New to Akka? Start with the Akka SDK.

Kubernetes Lease

Warning

This module is marked as May Change The API, configuration and behavior may change based on feedback from initial usage.

This module is an implementation of an Akka Coordination Lease backed by a Custom Resource Definition (CRD) in Kubernetes. Resources in Kubernetes offer concurrency control and consistency that have been used to build a distributed lease/lock.

A lease can be used for:

  • Split Brain Resolver. An additional safety measure so that only one SBR instance can make the decision to remain up.
  • Cluster Singleton. A singleton manager can be configured to acquire a lease before creating the singleton.
  • Cluster Sharding. Each Shard can be configured to acquire a lease before creating entity actors.

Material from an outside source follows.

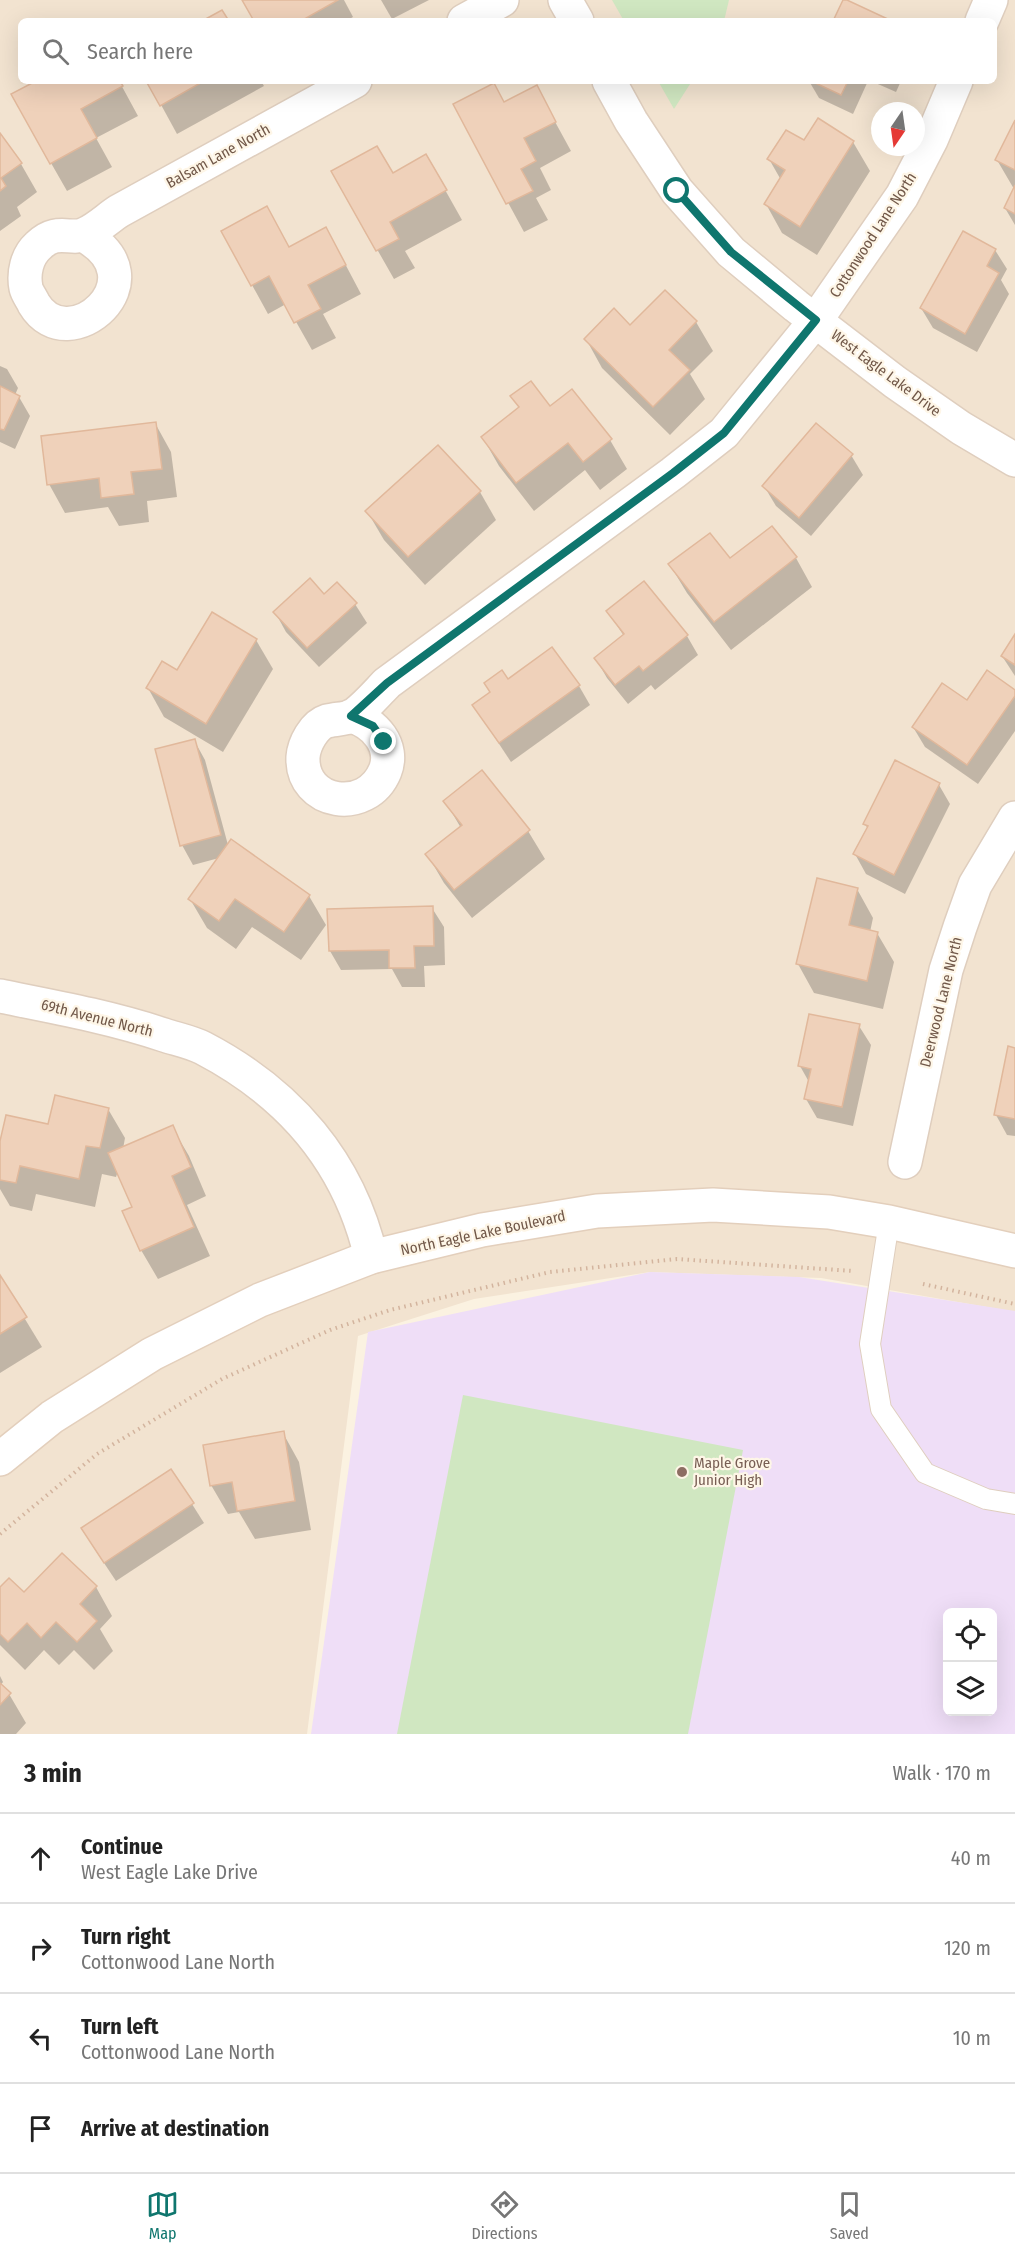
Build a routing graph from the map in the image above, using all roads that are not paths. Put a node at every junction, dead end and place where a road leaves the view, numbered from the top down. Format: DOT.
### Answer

In all cases the use of the lease increases the consistency of the feature. However, as the Kubernetes API server and its backing etcd cluster can also be subject to failure and network issues any use of this lease can reduce availability.

Lease Instances

  • With Split Brain Resolver there will be one lease per Akka Cluster
  • With multiple Akka Clusters using SBRs in the same namespace, e.g. multiple Lagom applications, you must ensure different ActorSystem names because they all need a separate lease.
  • With Cluster Sharding and Cluster Singleton there will be more leases

Configuring

Dependency

Note

The Akka dependencies are available from Akka’s secure library repository. To access them you need to use a secure, tokenized URL as specified at https://account.akka.io/token.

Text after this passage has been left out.